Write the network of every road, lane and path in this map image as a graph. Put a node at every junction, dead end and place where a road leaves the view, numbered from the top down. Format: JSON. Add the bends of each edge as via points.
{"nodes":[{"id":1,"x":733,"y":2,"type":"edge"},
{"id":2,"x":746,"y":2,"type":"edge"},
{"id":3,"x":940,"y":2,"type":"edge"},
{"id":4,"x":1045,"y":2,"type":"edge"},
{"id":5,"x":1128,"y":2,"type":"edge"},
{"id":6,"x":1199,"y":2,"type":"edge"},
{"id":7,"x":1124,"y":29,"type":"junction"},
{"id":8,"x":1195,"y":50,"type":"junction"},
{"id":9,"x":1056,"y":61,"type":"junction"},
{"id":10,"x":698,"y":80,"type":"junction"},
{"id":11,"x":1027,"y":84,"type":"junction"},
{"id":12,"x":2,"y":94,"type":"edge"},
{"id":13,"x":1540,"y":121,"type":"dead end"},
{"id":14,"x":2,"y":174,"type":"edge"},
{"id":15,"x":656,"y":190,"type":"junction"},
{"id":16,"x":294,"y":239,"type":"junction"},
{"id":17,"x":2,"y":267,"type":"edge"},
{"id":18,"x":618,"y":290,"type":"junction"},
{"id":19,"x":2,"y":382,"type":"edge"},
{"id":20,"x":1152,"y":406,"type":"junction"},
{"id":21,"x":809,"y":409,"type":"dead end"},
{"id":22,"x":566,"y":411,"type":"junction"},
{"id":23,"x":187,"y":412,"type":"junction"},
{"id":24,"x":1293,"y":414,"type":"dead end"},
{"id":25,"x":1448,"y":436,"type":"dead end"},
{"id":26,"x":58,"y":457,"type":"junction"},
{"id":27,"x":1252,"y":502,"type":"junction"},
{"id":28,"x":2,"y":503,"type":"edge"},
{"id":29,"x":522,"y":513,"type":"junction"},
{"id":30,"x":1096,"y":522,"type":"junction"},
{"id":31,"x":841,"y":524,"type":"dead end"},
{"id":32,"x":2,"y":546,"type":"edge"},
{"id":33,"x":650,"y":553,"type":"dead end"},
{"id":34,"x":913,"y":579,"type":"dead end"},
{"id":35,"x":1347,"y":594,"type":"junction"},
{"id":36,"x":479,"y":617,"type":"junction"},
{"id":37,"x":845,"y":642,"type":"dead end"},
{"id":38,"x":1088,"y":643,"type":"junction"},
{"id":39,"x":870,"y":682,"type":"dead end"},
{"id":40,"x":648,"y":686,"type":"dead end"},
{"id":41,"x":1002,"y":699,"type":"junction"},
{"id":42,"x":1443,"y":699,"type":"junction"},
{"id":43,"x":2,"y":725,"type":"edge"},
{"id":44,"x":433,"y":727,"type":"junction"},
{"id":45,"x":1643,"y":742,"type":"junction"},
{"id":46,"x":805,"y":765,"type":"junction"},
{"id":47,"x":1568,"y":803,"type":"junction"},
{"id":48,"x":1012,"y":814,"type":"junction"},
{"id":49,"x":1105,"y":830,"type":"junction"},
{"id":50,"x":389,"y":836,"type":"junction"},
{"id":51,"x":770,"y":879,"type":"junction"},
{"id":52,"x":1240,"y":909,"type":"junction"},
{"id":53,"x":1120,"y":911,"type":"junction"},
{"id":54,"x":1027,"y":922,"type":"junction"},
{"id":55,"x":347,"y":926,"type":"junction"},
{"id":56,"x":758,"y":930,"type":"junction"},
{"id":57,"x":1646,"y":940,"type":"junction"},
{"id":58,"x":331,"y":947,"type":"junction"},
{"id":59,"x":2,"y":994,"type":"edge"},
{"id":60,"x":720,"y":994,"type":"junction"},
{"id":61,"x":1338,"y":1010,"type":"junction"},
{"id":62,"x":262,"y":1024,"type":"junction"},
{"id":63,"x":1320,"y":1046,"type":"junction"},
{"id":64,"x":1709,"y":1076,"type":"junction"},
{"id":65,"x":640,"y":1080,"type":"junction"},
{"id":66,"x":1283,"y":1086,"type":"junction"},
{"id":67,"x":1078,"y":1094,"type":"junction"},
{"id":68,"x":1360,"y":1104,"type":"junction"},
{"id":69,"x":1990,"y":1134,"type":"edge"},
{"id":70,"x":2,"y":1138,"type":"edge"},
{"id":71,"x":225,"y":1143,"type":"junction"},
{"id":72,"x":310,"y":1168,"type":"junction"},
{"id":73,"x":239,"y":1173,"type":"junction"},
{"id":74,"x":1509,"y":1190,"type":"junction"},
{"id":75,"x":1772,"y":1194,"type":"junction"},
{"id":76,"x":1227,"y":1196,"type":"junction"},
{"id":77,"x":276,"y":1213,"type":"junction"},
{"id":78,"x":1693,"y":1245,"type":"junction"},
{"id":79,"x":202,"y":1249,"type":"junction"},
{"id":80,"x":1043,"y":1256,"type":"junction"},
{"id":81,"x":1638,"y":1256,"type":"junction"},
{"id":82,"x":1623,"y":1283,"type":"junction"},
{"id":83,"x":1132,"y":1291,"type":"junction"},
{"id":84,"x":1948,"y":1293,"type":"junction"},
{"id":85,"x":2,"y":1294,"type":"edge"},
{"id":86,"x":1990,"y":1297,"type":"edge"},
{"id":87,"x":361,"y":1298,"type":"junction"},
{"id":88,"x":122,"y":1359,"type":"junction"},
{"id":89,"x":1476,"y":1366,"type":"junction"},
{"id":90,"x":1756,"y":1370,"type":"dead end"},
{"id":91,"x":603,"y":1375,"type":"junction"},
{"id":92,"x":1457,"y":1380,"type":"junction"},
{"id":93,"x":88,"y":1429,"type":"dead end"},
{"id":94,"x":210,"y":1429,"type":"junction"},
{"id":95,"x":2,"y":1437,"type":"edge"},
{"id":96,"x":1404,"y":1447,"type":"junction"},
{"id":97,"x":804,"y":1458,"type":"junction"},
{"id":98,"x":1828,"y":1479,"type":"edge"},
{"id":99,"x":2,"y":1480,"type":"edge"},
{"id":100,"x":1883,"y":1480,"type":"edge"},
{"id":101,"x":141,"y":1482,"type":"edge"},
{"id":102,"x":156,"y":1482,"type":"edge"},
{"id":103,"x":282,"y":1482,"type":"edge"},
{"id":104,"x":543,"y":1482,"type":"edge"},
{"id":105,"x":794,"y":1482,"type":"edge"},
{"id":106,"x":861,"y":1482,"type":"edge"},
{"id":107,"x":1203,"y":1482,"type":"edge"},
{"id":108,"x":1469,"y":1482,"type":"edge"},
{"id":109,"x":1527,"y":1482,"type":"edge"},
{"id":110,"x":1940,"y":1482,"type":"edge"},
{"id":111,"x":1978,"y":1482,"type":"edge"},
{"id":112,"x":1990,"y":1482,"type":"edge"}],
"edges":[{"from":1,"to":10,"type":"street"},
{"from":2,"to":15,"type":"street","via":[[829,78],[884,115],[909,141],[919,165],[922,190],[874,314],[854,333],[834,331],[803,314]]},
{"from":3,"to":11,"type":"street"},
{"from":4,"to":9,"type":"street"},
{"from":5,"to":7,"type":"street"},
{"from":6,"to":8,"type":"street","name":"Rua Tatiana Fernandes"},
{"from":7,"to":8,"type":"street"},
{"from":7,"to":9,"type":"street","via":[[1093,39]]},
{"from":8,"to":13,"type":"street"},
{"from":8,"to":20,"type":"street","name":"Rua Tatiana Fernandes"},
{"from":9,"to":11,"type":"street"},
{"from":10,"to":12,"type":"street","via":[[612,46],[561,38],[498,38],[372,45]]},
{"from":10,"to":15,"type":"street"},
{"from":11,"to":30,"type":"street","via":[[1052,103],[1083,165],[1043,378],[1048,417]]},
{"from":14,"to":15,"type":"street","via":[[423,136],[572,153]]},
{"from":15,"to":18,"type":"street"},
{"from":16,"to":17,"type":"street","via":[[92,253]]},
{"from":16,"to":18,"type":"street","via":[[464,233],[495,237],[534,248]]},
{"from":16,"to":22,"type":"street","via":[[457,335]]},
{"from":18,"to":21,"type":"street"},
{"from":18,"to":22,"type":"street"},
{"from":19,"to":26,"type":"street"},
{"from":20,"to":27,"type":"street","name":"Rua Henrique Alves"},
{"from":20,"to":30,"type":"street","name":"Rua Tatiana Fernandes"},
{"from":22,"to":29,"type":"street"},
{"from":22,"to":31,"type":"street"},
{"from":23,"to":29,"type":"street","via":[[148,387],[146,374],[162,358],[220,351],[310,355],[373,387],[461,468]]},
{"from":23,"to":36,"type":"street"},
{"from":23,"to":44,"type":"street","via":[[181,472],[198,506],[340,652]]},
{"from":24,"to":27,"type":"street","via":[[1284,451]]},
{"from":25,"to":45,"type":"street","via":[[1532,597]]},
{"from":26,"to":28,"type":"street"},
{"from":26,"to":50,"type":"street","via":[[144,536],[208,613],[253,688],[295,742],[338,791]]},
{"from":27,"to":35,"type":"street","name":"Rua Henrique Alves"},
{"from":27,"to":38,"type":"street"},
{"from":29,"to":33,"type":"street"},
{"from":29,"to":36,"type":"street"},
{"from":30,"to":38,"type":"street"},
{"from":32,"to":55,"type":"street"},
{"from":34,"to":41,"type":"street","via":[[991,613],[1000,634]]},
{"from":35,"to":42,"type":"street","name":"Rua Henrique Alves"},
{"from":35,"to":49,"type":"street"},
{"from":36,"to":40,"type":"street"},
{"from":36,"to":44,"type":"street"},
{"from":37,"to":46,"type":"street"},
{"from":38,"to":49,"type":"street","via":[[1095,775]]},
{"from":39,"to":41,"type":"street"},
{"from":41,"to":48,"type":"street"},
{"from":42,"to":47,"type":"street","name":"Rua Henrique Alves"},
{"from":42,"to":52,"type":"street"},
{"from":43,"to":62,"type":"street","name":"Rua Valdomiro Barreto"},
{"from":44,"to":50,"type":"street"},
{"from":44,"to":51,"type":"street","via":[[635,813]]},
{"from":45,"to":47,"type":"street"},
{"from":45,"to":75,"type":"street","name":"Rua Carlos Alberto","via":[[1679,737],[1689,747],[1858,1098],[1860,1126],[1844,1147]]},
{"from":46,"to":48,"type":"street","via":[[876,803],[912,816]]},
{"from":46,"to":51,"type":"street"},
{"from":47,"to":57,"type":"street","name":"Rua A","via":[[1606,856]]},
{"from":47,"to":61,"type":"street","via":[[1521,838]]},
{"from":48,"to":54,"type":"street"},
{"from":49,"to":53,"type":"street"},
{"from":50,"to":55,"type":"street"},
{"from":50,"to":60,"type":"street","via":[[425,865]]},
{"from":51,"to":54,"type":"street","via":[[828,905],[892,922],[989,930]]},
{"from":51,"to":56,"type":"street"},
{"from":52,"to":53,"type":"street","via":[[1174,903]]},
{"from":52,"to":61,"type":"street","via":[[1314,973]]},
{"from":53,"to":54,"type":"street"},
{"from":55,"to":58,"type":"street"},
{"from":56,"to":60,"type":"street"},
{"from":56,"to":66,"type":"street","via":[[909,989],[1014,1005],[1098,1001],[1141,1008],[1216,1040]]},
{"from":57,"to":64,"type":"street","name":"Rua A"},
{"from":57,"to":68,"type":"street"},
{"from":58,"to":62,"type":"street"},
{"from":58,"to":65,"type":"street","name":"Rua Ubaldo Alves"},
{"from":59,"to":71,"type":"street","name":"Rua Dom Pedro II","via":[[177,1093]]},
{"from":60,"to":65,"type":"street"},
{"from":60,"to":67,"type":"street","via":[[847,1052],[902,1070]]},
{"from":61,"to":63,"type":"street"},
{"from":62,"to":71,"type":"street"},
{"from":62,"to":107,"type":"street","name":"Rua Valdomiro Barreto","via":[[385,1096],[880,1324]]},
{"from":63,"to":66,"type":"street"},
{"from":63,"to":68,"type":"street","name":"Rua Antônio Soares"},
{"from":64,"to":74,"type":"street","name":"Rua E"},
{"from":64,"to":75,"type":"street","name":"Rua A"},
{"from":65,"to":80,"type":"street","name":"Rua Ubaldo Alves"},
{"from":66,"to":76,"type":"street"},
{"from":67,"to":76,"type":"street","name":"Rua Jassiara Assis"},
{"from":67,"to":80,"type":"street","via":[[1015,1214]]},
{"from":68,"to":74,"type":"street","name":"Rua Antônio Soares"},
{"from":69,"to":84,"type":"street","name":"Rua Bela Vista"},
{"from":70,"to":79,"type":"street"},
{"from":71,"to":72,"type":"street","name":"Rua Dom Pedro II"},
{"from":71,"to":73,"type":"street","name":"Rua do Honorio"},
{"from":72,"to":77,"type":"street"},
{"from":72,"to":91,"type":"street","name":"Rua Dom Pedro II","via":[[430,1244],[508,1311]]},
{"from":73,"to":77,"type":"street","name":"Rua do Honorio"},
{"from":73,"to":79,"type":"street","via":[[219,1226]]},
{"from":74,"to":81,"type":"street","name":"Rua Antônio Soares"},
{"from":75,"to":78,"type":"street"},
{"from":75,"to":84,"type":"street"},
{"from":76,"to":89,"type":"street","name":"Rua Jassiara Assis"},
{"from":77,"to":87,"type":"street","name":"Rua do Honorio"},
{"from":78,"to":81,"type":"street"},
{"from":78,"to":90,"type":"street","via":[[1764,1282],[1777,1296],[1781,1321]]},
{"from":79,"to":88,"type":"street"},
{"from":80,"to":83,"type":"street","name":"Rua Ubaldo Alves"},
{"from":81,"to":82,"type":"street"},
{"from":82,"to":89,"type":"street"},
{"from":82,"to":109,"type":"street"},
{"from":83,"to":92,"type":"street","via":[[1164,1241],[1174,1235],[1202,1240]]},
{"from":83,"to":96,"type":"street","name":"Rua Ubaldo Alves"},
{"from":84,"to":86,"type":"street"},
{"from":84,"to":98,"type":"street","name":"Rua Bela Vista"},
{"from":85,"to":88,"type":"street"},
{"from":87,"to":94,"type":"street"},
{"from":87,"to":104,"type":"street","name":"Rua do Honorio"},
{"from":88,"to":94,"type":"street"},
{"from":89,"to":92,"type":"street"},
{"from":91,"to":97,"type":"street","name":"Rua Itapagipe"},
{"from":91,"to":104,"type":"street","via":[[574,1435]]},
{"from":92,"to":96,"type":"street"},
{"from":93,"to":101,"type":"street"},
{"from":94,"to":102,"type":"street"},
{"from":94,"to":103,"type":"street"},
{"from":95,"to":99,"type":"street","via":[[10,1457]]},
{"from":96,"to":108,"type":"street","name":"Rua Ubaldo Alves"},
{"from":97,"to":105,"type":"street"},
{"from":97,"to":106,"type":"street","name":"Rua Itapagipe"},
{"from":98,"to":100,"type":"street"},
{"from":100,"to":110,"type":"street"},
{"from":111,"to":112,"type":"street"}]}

What you are asked to do: Within the listing, how many lines hold the word "Barreto"? Only the number is to be given.

Solution to the problem: 2